#### TASK REQUIREMENTS
Each line of the records below that holds "linecap" should be copied out.

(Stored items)

#####

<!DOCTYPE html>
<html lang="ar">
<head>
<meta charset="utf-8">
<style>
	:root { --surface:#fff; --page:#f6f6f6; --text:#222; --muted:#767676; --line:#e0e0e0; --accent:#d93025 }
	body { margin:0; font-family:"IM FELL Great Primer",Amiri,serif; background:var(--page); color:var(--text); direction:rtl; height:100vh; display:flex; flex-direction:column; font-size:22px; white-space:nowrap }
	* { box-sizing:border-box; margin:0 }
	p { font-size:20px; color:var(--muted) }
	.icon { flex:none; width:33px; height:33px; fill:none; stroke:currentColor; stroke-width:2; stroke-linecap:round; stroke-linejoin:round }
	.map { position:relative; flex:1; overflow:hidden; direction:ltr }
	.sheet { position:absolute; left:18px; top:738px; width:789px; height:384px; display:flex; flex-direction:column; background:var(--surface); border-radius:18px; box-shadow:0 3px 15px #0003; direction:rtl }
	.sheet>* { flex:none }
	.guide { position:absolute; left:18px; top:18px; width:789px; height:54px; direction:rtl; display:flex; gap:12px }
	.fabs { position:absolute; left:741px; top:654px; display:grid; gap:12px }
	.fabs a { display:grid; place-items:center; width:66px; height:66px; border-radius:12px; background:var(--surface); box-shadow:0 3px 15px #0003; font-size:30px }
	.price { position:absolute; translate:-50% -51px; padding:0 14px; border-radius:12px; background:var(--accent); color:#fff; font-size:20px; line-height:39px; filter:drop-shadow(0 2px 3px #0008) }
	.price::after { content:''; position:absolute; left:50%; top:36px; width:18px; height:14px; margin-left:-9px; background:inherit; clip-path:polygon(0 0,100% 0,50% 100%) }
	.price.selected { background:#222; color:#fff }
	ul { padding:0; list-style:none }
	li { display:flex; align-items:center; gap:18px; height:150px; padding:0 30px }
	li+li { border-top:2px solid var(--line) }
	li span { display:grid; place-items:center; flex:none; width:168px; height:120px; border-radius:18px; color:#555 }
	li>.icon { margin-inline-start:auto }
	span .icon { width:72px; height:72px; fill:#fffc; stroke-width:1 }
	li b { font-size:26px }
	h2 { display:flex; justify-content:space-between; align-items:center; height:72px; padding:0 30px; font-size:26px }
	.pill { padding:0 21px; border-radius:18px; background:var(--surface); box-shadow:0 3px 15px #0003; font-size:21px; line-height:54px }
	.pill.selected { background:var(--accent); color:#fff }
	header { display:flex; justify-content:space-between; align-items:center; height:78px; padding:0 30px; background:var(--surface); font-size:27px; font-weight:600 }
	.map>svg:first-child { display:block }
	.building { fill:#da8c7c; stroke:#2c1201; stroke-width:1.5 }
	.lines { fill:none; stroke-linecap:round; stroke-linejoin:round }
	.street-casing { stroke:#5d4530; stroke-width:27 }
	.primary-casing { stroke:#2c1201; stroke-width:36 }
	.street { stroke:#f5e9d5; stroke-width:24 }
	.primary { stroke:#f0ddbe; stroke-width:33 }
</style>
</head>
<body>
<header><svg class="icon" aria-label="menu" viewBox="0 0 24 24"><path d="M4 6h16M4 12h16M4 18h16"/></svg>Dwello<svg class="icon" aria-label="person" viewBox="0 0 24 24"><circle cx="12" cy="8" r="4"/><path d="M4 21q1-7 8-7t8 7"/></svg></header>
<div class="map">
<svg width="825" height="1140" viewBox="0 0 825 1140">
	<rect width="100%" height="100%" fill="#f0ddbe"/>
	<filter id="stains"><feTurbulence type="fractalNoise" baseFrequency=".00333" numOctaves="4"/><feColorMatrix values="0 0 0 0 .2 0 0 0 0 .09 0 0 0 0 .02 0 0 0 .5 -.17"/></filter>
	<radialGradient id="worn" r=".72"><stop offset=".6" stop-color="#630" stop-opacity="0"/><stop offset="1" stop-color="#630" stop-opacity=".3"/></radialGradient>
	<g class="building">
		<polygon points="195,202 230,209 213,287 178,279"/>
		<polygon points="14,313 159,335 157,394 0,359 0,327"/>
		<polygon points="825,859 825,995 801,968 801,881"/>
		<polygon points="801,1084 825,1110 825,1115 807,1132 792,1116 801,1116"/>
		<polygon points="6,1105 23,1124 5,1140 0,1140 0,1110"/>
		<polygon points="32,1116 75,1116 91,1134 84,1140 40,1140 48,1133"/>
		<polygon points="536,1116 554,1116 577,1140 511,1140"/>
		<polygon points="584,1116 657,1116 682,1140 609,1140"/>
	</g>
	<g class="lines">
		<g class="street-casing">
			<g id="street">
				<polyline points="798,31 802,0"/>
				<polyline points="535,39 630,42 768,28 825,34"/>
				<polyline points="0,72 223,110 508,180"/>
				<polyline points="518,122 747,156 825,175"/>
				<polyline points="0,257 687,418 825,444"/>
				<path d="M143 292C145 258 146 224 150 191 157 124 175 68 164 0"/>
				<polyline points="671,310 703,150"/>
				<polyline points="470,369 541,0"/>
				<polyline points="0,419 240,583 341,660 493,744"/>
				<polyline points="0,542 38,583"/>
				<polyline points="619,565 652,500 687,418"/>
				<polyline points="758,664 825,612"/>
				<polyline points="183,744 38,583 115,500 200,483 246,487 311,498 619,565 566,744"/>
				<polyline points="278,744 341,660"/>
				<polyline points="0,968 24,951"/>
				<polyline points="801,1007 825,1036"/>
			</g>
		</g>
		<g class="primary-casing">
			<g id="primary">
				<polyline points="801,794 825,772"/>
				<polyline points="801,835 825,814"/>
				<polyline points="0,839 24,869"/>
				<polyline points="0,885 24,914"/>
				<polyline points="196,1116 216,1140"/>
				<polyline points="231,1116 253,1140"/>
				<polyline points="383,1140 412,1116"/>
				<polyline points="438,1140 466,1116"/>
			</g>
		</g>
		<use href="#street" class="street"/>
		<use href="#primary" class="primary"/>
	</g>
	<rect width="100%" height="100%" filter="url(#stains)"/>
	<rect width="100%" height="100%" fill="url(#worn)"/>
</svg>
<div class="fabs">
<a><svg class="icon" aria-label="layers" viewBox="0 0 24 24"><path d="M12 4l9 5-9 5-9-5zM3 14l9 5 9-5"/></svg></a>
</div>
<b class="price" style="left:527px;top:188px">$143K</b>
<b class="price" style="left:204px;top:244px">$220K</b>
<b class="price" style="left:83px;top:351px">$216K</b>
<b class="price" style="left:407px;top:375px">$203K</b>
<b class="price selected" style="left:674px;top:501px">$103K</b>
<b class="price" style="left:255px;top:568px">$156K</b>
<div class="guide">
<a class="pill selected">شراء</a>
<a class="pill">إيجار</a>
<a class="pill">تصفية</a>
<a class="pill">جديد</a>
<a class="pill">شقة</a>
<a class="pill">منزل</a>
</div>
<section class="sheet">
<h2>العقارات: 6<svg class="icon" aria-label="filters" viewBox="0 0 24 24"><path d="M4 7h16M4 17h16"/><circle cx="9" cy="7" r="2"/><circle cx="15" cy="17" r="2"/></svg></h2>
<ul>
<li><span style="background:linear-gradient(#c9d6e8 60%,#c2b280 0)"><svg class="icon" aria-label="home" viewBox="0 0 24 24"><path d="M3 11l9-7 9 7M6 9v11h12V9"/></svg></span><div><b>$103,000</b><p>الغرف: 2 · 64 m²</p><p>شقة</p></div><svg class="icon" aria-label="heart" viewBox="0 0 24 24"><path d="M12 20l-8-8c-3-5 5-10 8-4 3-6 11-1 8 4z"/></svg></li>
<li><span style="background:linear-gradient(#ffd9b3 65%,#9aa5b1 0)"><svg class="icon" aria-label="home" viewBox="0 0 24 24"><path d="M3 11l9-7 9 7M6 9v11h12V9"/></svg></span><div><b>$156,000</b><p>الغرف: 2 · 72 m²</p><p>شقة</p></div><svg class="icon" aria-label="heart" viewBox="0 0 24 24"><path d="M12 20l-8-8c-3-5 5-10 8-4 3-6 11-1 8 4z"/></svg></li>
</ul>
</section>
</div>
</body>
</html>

#####

#### WRITTEN REPLY
	.icon { flex:none; width:33px; height:33px; fill:none; stroke:currentColor; stroke-width:2; stroke-linecap:round; stroke-linejoin:round }
	.lines { fill:none; stroke-linecap:round; stroke-linejoin:round }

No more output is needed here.